Chegava a notícia de que era possível o retorno. Fiz as malas e encontrei-a ao pé da cama com os pés a balançar. Fazia parecer que tudo estava sempre alto demais e reclamava com frequência que algumas casas não lhe serviam. Me perguntou por que é que meu cabelo estava curto e onde estavam as outras cores, que o preto e branco que vestia era muito chato. Contei-lhe do gosto amargo do mundo e lhe mostrei as migalhas que ficaram entre os dentes depois da refeição. Estávamos, ainda, famintas. Ofereci todos os pedaços dos quais me recordei e, num prato à parte, deixei todos os lugares difíceis de digerir. A visita deveria ser sempre uma escolha de dois lados e nisso nós sempre concordamos.
Vamos à janela e conto-lhe do som dos bem-te-vis e da saudade das araucárias, mas só lhe interessam os livros que nunca li, apesar de estarem na prateleira. Ela me mostra as cores das borboletas que lhe habitam o estômago e eu, para deixar-me também ser reconhecida, deixo-a escutar os grilos que foram ocupando a minha cabeça ao longo dos anos. Dividimos ali, a vocalizar a nossa música favorita, uma taquigrafia que só era possível a nós e aos pequenos bichinhos que nos povoavam.
Ela me conta das flores que pareciam estar bordadas nas louças da mãe, do gosto pelos espelhos e diz que quando me olha não consegue ver os limites, que pareço um esquisso improvável em lápis seis-bê. Mal ela sabe que nunca fui capaz de acabar um lápis sequer e que ainda hoje não soube escolher uma cor favorita para as minhas anotações.
Digo-a que há um preço que se paga por não entender algumas medidas, que em certa idade parecia-me que faltava um pouco para chegar lá e, anos depois, faltava um pouco mais. Ela me descreve todos os desvios, atalhos e todas as vezes em que o chão foi lava, mas que ainda assim sempre chegava atrasada e que, estranhamente, pouco se queimou. Me pergunta o porquê de todos os móveis da casa estarem fora do lugar e eu sorrio. Sorrio: essa dor nas costas um dia chega pra você, também. Explico que a casa tem vida sem nós, que quando saímos, as coisas se arrastam até os seus lugares favoritos para apanhar o sol das frestas que o vento faz por entre os tecidos das cortinas.
Ela vira-se novamente à cama, onde muitas vezes pulamos e jogamos travesseiros ao ar e confessa que adora a cantiga que a frequência cardíaca faz quando a gente brinca, mas que entende o meu cansaço. Diz que sou a paralisia para o seu frenesi. Não como quem contesta, mas sim como quem pega a última palavra para si, repito a minha verdade: -a tua inquietação é que me mantém andante.
Comento que a mudança de casa pouco interferiu nas constantes conversas apertadas na cozinha e ela implora para que eu derrube a parede entre nós e a sala. Em negativa, digo que o openspace camufla muito bem a crise da classe média e que a metragem quadrada da falta é a mais cara do mercado. A arquitetura tem dado respostas medíocres já há muito tempo.

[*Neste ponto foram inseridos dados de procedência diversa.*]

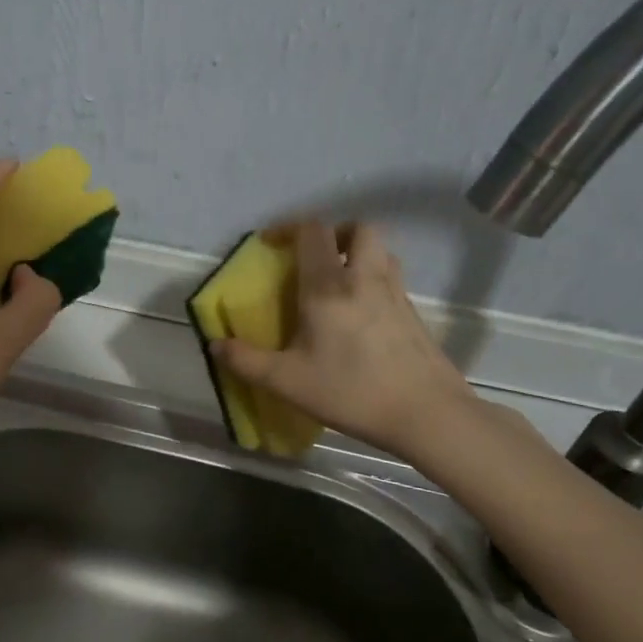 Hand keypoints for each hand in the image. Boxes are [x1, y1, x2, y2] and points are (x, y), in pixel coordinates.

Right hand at [211, 221, 478, 460]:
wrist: (426, 413)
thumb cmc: (351, 392)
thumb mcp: (286, 382)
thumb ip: (246, 361)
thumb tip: (216, 344)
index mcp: (328, 287)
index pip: (312, 231)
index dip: (288, 227)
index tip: (270, 244)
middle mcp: (364, 278)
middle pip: (358, 228)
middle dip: (333, 234)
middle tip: (314, 259)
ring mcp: (395, 293)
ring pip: (380, 251)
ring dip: (357, 253)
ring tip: (338, 282)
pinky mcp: (414, 313)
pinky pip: (391, 278)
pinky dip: (373, 280)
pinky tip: (360, 315)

Ela puxa da minha bolsa entreaberta uma fita métrica e me pergunta onde medir o que somos, digo que o tempo é ainda um bicho solto e que é o corpo a régua da maioria das coisas. Ela diz que calcula bem as quedas, que anda de bicicleta perto da relva macia e que usa boias no tobogã. Deixa claro dentro das suas próprias sutilezas que do chão, para já, não passa. Tento não me apegar ao pessimismo, mas não resisto em lembrá-la que cair em si não exigirá matemática e nem capacetes.

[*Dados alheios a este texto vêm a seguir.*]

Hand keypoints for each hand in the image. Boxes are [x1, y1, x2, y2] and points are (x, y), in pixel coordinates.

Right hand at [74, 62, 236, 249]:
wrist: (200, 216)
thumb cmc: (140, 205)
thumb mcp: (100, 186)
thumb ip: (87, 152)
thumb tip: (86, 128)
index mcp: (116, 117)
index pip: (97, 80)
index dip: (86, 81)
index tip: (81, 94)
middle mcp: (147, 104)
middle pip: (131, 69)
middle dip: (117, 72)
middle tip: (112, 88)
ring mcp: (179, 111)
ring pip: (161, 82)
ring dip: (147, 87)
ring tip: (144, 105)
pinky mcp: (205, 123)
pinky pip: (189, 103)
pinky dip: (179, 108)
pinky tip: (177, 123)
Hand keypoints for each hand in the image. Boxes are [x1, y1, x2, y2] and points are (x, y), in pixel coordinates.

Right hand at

Falo sobre os cães, sobre os gatos, os pássaros e as plantas que foram preenchendo a paisagem de dentro e conto, feliz, que não somos alérgicas a nenhum deles. Que nunca fomos, na realidade, mas não custava conferir. Ela me abre os braços, se coloca abrigada no meu colo e diz: um dia te alcanço, um dia chego em você e te aceno de longe, só para ter o gosto amargo de te dizer “eu avisei.” Nós rimos, porque ela realmente me avisou. De quase todas as coisas.
Chegava a notícia de que era possível o retorno e então eu não pude fugir da criança que fui e ela também não me escapou. Falo baixinho sobre as casas que não me servem e que, hoje, percebo qualquer coisa sobre saudade, sobre as araucárias e sobre os livros que ficaram para sempre por ler. Hoje prefiro a cama baixa e os pés ao chão.